次の議会で下院議長就任が確実視されている共和党のケビン・マッカーシー院内総務(カリフォルニア)は、2020年大統領選を目前にニューヨークポスト紙が発表したハンター・バイデン氏の疑惑報道(通称:ラップトップ報道)の元になったEメールを、ロシアによるデマだとした政府の元情報当局者ら51人を召喚する意向を示した。
10日、Foxニュースの番組に出演したマッカーシー氏は、「ツイッター・ファイルズ」で示されたポスト紙に対するツイッター社の検閲の経緯を「とんでもない」と批判した上で、「ハンター・バイデンの情報は全て誤りで、ロシアの共謀だと主張する書簡に署名した情報機関のエージェント51人は、その多くがセキュリティークリアランスを有していた」と指摘。委員会に召喚して「なぜ書簡に署名したのか、なぜ米国民に嘘をついたのか」証言を求めると述べ、「クラッパーとブレナン、政府が与えた信用をより多くの情報に使用せず、政治的目的に使い、なぜ国民に嘘をついたのか」と、理由を問いただす意向を示した。

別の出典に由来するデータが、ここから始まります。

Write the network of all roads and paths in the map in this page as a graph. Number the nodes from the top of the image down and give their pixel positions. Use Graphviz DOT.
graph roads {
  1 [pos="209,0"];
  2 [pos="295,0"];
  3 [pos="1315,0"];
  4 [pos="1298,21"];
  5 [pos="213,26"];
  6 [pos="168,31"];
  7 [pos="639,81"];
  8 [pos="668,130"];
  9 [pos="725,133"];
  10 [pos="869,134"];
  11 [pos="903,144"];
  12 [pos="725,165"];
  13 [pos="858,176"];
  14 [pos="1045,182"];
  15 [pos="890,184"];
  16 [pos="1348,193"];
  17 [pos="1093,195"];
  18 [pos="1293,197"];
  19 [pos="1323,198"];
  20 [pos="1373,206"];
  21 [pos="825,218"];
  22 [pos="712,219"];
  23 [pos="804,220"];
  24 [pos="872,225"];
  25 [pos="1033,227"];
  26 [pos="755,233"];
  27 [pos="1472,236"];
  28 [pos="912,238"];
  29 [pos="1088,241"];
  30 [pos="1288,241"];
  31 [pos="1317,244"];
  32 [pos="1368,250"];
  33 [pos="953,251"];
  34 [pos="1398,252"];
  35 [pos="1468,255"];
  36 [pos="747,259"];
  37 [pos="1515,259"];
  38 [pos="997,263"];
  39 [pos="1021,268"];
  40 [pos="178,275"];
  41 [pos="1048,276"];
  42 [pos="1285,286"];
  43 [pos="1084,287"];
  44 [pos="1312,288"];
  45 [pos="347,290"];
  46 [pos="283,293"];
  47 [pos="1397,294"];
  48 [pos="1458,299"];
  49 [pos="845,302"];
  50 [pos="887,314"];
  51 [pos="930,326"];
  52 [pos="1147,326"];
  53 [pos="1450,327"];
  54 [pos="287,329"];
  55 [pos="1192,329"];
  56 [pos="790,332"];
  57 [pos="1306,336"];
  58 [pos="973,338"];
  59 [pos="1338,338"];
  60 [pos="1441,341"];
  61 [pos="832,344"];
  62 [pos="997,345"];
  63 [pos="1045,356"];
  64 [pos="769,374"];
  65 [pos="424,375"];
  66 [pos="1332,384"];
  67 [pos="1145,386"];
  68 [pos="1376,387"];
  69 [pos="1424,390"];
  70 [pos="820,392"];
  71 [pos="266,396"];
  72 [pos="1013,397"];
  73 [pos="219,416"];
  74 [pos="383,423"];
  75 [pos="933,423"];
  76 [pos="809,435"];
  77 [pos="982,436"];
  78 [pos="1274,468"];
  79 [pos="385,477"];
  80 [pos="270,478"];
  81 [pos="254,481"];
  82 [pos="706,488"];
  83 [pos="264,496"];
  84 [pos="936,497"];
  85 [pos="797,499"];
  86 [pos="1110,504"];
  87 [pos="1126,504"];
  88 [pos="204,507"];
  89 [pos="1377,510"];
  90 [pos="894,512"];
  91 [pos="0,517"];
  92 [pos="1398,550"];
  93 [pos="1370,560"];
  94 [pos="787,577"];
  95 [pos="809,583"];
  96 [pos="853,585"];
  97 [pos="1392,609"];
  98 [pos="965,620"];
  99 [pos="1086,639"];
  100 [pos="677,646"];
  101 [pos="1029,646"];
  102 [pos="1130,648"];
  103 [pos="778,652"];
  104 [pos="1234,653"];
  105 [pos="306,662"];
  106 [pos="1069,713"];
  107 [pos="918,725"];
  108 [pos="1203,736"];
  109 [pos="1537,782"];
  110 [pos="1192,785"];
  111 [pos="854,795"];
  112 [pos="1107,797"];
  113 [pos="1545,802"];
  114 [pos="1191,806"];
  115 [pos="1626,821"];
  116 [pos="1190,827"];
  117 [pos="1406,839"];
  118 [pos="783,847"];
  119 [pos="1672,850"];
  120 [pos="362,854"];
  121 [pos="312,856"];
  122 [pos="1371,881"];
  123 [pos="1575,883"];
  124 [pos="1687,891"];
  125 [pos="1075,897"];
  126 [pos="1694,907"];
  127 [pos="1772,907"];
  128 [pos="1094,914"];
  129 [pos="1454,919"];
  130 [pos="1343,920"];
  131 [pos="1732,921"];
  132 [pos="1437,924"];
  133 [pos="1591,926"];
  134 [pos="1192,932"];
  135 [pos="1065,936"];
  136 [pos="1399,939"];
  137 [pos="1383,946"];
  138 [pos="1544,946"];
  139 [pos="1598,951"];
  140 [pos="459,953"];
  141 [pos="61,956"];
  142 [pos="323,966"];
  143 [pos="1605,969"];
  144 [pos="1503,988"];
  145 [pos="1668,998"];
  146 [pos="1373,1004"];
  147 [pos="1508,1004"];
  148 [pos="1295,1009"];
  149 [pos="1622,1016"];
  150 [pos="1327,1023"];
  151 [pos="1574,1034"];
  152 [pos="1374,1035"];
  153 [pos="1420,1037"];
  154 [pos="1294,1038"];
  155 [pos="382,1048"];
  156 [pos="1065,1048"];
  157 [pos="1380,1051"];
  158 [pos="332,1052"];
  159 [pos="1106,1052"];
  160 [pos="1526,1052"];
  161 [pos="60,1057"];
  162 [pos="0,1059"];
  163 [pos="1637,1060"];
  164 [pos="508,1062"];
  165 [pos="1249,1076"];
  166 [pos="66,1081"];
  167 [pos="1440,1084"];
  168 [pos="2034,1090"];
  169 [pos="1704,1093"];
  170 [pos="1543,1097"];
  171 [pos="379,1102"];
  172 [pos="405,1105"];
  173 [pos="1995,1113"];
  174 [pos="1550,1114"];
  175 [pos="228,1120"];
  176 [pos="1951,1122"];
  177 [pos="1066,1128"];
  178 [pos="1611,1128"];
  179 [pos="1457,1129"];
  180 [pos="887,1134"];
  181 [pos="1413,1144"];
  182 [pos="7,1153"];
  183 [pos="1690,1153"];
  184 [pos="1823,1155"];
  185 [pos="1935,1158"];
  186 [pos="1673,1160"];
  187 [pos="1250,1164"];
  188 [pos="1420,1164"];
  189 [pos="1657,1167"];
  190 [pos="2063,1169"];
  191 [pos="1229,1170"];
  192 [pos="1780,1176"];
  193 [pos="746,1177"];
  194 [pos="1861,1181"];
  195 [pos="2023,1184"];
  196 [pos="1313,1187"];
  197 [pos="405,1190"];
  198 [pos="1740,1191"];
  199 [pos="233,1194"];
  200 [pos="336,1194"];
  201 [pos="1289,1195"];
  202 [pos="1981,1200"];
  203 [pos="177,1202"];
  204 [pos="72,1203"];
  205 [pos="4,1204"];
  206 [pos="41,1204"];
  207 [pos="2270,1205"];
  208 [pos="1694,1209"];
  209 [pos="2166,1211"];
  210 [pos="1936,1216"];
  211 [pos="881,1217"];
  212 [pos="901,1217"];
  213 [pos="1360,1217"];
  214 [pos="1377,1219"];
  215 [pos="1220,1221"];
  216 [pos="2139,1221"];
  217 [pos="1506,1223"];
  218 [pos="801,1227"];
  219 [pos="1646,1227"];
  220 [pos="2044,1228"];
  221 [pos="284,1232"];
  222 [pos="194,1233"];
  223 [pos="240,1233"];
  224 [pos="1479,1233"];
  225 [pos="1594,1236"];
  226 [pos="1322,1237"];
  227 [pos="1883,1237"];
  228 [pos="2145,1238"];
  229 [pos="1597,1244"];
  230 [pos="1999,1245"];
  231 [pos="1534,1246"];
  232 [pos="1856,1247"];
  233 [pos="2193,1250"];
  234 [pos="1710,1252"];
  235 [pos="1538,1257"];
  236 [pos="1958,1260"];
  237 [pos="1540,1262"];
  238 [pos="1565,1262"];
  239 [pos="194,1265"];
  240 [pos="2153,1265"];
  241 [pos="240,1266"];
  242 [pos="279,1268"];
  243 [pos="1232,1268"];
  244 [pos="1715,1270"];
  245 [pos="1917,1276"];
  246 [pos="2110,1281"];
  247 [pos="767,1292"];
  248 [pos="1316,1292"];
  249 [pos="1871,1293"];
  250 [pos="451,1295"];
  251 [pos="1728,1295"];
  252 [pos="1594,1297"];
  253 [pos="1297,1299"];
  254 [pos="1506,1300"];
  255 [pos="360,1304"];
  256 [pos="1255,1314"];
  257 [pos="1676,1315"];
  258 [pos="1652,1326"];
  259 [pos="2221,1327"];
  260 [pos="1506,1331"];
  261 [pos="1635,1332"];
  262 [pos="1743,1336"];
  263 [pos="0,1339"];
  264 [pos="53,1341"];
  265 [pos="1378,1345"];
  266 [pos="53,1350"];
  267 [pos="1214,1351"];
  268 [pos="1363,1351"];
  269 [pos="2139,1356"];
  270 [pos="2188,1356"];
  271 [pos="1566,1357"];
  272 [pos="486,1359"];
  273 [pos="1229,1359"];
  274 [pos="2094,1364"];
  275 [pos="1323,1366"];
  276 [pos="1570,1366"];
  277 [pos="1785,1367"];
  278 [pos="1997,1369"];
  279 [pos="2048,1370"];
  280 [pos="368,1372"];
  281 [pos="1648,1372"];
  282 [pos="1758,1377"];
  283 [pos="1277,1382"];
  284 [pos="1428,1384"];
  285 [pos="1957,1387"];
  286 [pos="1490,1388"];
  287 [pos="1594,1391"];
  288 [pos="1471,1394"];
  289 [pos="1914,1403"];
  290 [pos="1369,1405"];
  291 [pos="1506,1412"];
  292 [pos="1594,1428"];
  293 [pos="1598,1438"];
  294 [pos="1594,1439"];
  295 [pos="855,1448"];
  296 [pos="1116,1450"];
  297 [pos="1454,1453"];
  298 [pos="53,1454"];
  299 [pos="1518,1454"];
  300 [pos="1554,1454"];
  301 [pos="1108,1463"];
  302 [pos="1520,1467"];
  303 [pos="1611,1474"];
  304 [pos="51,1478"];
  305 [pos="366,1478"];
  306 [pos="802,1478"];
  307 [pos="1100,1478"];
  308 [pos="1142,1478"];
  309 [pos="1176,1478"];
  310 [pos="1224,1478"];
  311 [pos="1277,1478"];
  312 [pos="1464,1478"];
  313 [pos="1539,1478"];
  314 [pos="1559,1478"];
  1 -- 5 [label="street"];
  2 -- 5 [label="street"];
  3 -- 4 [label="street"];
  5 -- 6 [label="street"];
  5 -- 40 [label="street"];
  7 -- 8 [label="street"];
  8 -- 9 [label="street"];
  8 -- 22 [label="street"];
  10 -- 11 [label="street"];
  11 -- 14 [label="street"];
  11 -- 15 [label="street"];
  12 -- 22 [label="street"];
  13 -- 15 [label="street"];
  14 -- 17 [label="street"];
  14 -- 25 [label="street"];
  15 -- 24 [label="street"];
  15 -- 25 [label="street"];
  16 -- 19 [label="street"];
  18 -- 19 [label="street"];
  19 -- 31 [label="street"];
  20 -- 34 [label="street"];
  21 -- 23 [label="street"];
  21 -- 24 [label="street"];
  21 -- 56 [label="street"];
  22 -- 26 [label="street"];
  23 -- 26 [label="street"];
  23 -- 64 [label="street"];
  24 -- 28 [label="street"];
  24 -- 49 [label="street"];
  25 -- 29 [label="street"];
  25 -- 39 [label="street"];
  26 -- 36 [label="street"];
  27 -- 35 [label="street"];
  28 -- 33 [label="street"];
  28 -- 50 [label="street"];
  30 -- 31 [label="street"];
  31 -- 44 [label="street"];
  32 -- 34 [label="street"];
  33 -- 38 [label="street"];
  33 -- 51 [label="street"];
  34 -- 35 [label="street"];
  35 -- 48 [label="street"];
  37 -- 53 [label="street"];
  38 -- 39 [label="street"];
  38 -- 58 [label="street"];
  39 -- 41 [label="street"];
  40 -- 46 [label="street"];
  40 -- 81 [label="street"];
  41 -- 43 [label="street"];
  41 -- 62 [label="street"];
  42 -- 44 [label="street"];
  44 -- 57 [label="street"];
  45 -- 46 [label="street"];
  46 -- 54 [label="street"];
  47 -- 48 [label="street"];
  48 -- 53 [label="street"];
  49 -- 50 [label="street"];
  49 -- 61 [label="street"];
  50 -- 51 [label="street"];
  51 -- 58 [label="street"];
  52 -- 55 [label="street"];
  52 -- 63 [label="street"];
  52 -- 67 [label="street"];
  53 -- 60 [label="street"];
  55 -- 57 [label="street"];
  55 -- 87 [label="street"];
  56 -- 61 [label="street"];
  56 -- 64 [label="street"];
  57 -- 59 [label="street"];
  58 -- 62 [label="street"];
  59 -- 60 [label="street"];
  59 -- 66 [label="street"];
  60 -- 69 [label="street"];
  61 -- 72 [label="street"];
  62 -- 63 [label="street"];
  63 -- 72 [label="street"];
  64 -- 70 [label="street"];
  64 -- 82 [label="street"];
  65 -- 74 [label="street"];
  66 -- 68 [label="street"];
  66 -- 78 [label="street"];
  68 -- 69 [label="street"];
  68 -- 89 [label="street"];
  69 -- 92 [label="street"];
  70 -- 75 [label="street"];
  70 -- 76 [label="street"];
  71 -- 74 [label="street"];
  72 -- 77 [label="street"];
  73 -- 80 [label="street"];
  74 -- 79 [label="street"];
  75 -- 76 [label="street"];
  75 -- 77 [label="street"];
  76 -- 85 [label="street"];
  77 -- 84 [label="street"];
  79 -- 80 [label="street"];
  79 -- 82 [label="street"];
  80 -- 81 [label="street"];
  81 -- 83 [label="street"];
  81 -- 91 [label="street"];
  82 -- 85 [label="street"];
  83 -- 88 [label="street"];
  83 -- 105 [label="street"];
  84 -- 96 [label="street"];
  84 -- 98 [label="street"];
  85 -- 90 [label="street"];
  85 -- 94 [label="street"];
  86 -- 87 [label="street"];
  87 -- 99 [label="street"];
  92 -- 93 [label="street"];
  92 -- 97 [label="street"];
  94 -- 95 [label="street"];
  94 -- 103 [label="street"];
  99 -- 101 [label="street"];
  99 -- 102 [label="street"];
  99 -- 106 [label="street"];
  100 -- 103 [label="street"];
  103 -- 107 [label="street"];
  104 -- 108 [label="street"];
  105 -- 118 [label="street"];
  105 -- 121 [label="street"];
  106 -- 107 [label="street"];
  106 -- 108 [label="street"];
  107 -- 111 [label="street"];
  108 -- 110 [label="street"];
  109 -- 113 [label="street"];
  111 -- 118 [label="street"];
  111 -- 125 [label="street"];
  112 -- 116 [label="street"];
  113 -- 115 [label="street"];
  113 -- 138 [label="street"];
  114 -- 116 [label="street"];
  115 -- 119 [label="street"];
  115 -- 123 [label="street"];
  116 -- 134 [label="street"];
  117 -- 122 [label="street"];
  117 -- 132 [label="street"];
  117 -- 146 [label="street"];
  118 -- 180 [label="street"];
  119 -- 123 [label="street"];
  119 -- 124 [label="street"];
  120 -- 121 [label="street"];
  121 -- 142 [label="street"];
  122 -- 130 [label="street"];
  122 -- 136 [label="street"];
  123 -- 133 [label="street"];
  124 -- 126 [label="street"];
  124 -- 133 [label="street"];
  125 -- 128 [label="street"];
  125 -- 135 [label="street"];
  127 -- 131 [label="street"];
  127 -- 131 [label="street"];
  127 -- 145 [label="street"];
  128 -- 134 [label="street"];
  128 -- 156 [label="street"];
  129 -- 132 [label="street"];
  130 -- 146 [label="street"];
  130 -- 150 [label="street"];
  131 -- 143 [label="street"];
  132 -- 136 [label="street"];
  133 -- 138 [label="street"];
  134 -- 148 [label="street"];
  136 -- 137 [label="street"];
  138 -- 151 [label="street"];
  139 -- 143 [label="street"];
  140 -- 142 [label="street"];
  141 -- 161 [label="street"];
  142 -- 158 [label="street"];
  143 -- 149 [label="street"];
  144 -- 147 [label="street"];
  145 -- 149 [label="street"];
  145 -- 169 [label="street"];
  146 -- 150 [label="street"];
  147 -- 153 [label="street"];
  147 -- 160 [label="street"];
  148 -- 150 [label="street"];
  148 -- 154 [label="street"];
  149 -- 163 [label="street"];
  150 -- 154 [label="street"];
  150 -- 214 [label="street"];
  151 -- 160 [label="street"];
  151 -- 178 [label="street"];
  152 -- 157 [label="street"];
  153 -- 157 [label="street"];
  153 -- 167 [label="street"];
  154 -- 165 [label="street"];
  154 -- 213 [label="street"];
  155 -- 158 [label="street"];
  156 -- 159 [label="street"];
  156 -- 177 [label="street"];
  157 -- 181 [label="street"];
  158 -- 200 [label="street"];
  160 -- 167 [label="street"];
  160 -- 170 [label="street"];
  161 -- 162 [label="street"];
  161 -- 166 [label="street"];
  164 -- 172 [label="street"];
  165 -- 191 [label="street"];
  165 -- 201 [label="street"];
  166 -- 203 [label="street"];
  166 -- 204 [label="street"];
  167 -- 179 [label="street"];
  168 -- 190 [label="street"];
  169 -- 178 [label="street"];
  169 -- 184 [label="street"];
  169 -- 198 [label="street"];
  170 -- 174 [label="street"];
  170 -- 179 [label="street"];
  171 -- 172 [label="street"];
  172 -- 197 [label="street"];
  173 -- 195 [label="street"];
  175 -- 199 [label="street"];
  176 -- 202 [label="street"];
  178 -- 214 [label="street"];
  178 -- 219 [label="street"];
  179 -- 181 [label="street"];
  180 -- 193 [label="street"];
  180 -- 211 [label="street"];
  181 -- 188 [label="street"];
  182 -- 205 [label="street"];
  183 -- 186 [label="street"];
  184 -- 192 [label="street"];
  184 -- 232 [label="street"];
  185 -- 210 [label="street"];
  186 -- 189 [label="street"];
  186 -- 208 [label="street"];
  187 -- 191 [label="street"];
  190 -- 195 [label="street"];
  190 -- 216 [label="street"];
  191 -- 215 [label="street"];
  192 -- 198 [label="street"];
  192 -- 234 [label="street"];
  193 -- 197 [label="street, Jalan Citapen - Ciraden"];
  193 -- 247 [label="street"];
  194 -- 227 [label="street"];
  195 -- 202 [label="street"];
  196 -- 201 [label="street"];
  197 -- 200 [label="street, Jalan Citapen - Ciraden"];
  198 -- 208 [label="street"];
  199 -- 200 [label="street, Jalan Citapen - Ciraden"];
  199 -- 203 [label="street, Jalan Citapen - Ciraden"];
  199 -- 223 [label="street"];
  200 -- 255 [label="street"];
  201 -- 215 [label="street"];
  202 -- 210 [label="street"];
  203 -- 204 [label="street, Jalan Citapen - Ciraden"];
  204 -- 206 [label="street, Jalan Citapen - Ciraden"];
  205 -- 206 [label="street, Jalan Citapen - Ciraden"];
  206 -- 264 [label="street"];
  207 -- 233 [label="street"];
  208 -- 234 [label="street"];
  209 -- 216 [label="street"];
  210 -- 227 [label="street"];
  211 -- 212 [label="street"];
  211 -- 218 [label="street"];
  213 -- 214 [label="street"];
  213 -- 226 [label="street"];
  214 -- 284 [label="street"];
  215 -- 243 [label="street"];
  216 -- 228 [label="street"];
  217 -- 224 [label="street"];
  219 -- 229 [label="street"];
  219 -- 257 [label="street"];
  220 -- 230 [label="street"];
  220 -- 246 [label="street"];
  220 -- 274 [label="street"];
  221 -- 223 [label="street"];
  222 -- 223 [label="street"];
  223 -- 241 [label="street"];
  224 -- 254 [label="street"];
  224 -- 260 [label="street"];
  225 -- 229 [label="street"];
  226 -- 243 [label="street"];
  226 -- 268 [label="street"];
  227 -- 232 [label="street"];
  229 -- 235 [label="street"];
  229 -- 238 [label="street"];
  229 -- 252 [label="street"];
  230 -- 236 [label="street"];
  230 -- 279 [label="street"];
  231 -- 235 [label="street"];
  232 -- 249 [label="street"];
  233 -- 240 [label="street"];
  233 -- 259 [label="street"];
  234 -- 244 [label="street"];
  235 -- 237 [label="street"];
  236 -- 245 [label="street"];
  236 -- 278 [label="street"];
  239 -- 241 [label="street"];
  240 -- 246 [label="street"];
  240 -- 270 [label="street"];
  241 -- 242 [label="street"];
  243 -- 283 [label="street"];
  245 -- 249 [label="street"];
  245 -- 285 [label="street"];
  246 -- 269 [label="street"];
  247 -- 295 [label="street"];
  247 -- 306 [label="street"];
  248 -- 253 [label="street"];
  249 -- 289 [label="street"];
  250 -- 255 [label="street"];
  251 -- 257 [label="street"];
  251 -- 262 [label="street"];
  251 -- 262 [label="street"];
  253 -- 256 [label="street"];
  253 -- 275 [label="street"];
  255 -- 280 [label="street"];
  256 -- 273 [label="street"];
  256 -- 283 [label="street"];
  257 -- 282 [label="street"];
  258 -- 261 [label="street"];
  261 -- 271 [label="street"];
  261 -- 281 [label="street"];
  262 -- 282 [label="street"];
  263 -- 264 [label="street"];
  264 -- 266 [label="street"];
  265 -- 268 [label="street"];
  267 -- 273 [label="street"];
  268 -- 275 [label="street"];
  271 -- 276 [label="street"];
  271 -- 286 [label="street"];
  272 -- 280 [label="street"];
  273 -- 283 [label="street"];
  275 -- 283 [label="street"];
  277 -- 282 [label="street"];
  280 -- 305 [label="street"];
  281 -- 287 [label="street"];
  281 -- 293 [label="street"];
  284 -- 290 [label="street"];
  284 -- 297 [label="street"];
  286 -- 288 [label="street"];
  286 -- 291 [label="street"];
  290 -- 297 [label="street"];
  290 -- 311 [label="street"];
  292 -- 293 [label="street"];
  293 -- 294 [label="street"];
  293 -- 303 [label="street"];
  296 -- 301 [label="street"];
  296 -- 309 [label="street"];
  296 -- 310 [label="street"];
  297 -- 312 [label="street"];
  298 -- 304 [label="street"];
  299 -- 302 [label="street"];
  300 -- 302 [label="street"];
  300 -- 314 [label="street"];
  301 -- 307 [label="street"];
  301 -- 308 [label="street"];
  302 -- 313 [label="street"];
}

ツイッター社が、ポスト紙の記事を「ハッキングされた素材の配布に関するポリシー」に違反したとして制限した数日後、ジェームズ・クラッパー元国家情報長官やジョン・ブレナン元CIA長官をはじめとする元当局者ら51人は、連名による書簡を公表。同紙が記事のもとにしたハンター氏のEメールは「ロシアの情報操作の古典的な特徴」を有していると指摘し、「われわれの経験から、ロシア政府がこの問題で重要な役割を果たしていることを深く疑っている」と、ツイッター社の判断を後押しする見解を発表した。
ツイッター・ファイルズは、イーロン・マスク氏主導のもと、ジャーナリストらが旧体制のツイッターの内情を調査、報告するプロジェクトで、12月2日のマット・タイ―ビ氏の第一弾報告を皮切りに、現在4弾まで進んでいる。ハンター氏の記事をめぐる措置について、社内で根拠が曖昧だと懸念を示す声が上がっていたほか、判断に深く関与した幹部自ら「事実は不明のままだ」と明かしていたことが判明した。タイービ氏は政府の関与を示す証拠は見当たらないとしたが、9日の第3弾報告では、同幹部が選挙期間中に、連邦捜査局や国土安全保障省、さらに国家情報長官室と毎週の定例会議を開いていたことが明らかにされた。
なおタイービ氏の投稿を受けて、次の議会で下院監視・政府改革委員会の議長に就く予定のジェームズ・コーマー議員(共和党 ケンタッキー)は、ラップトップ報道の制限に関与したツイッター社員を、委員会に召喚する意向を示している。
マッカーシー氏はまた、番組内で、グーグルとフェイスブックについても、「同様」の調査を実施すると表明。「彼らは民主党の部隊で、政府の部隊になっていた」と非難した。
NYポスト紙 ハンター・バイデン「ラップトップ報道」
2020年大統領選を約3週間後に控えた10月14日、ニューヨークポスト紙は、ウクライナにある天然ガス会社ブリスマ社の幹部からバイデン氏の息子、ハンター氏に送られたと見られるEメール文書を引用し、ハンター氏が、同幹部と当時副大統領だったバイデン氏の面会を仲介したと報じた。ポスト紙が記事を投稿すると、ツイッターは、同社のアカウントをロック。さらに記事のリンクの共有をブロックするなど、配布制限を設けた。
ポスト紙はこの他にもメールやハンター氏の画像を掲載したが、一連のデータの出元を、デラウエアにある修理店に持ち込まれたハンター氏のパソコンから回収されたものだと説明。店主が作成したハードドライブのコピーを、ルディ・ジュリアーニ氏を経由して受け取ったとしていた。
複数の主要メディアは、当時、ラップトップのメールデータの信頼性を確認できないとしていたが、今年3月にニューヨークタイムズ紙とワシントンポスト紙がハンター氏のものと認め、11月にはCBSニュースが信憑性を確認したと発表した。